Ciberseguridad en universidades: de la protección tecnológica a la ciberresiliencia institucional
Por: Freddy Alvarado Vargas. Director de la Maestría en Gestión de Ciberseguridad y Privacidad de ESAN Graduate School of Business.
La transformación digital ha convertido a las universidades en organizaciones altamente dependientes de la tecnología, pero también en objetivos cada vez más atractivos para los ciberdelincuentes. La reciente alerta sobre el incremento de ataques contra escuelas, universidades y centros de investigación debería ser entendida no como un problema exclusivamente tecnológico, sino como un riesgo estratégico para la continuidad educativa y la reputación institucional.

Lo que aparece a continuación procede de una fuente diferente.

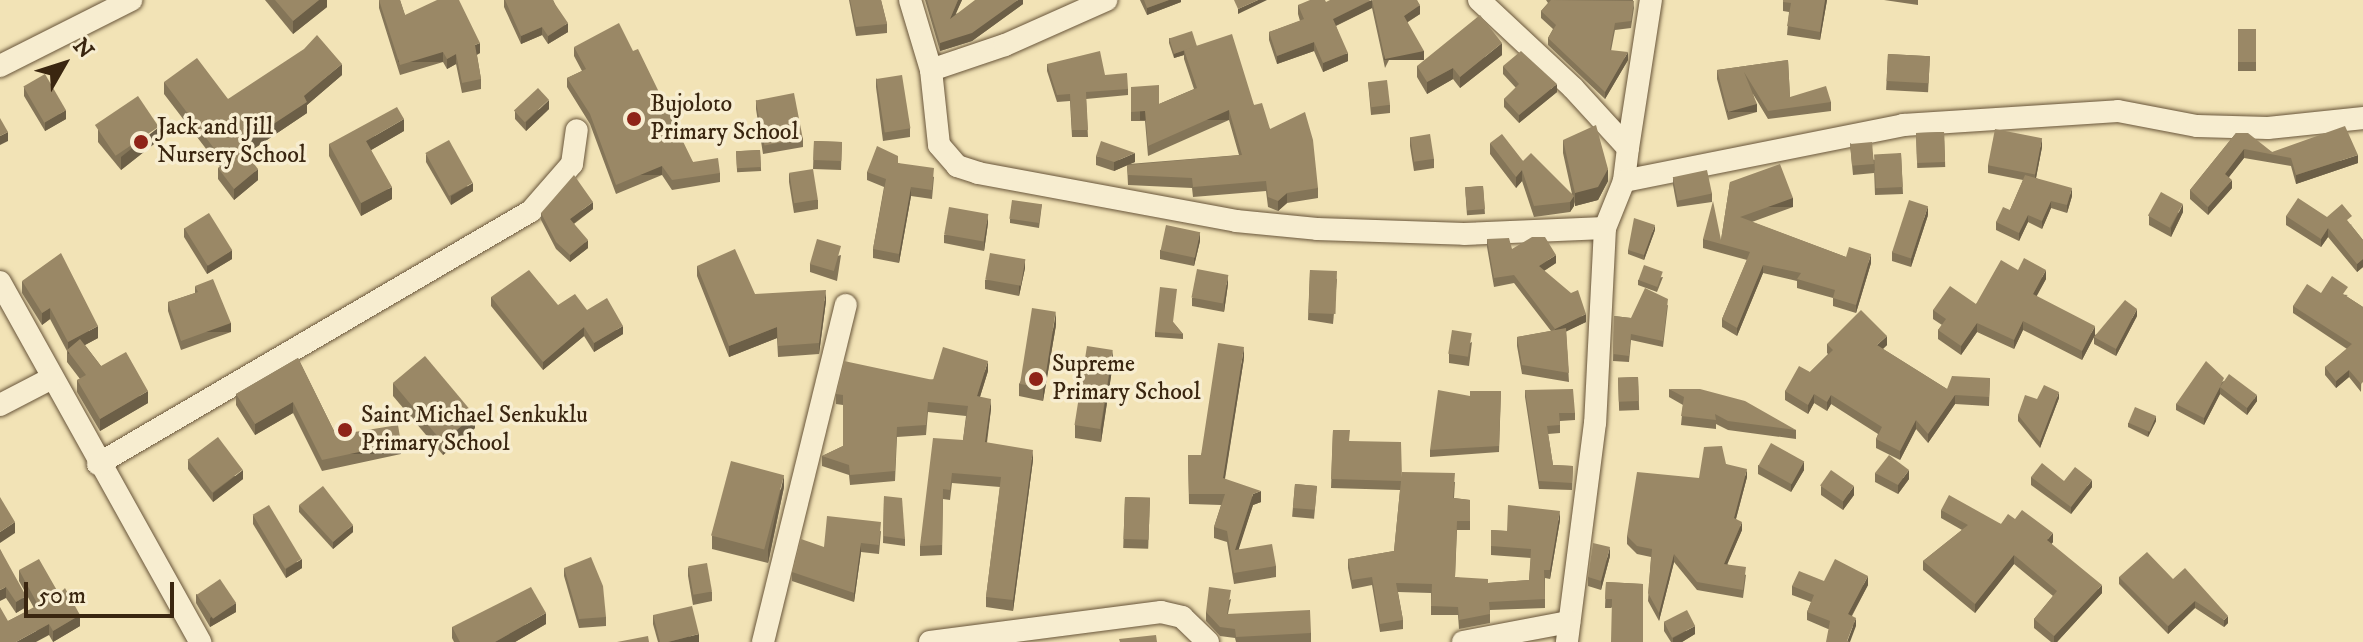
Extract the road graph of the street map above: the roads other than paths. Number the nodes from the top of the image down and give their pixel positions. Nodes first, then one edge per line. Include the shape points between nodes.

Según Check Point Research, entre enero y julio de 2026 las organizaciones educativas enfrentaron un promedio de 4696 ciberataques semanales por organización, un 8% más que en el mismo periodo de 2025 y más del doble del promedio de todos los sectores, de 2150 ataques semanales. En julio, la cifra aumentó a 4848 ataques semanales, 14% más interanual.
La situación latinoamericana es aún más preocupante: el sector educativo registró 4299 ataques semanales por organización, con un crecimiento interanual de 42%, uno de los mayores incrementos regionales.
¿Por qué las universidades son tan atractivas?
Una universidad concentra una combinación particularmente valiosa para los atacantes: miles de usuarios, información personal, datos financieros, investigaciones, propiedad intelectual, credenciales y numerosos sistemas conectados a proveedores externos.
Además, la expansión de plataformas cloud, aulas virtuales, herramientas colaborativas y dispositivos personales ha ampliado significativamente la superficie de ataque.
Los ciberdelincuentes también están profesionalizando sus campañas. En julio se identificaron 18954 nuevos dominios relacionados con educación, y aproximadamente uno de cada 226 fue clasificado como malicioso.
El phishing continúa siendo una de las principales puertas de entrada. En consecuencia, el problema ya no consiste únicamente en proteger servidores: hay que proteger identidades, datos, personas, procesos y ecosistemas digitales completos.
El ransomware confirma la gravedad del problema
La amenaza no termina con el robo de credenciales. El ransomware continúa representando un riesgo crítico. Check Point reportó 2139 víctimas de ransomware publicadas durante el segundo trimestre de 2026, 33% más que en el mismo trimestre de 2025; educación representó aproximadamente el 4% de las víctimas.
Además, la investigación de IBM estima que el costo promedio mundial de una filtración de datos alcanzó US$4.4 millones en 2025.
¿Qué deberían hacer las universidades?
La respuesta debería estructurarse en seis prioridades:
1. Proteger la identidad: MFA, Zero Trust, mínimo privilegio y gestión rigurosa del ciclo de vida de las cuentas.
2. Fortalecer el factor humano: capacitación continua, simulaciones de phishing y formación diferenciada para estudiantes, docentes, administrativos y directivos.
3. Proteger los datos críticos: clasificación, cifrado, DLP, backups inmutables y controles de acceso.
4. Detectar y responder rápidamente: EDR/XDR, monitoreo continuo, inteligencia de amenazas y ejercicios de respuesta a incidentes.
5. Gestionar la cadena de suministro: evaluar proveedores, servicios cloud, software académico y terceros que tengan acceso a información institucional.
6. Prepararse para la interrupción: desarrollar y probar planes de continuidad y recuperación ante desastres. Una universidad debe poder continuar sus actividades incluso cuando sus sistemas tecnológicos estén comprometidos.
Pero existe una séptima prioridad, quizá la más importante:
Llevar la ciberseguridad al Consejo y al gobierno universitario.
La pregunta que debe hacerse un rector, consejo universitario o directorio ya no es:
“¿Cuánto estamos invirtiendo en ciberseguridad?”
sino:
“¿Podemos garantizar la continuidad de nuestra institución si mañana sufrimos un ciberataque grave?”
La universidad del futuro no será simplemente digital. Tendrá que ser digital, segura y ciberresiliente.
Y esa responsabilidad ya no pertenece únicamente al área de TI: es responsabilidad de toda la organización y, especialmente, de su gobierno.
Referencias: Check Point Research (2026), Back-to-School Cyber Risks Surge as Education Remains the World’s Most Attacked Sector; Check Point Research (2026), The State of Ransomware Q2 2026; IBM (2025), Cost of a Data Breach Report.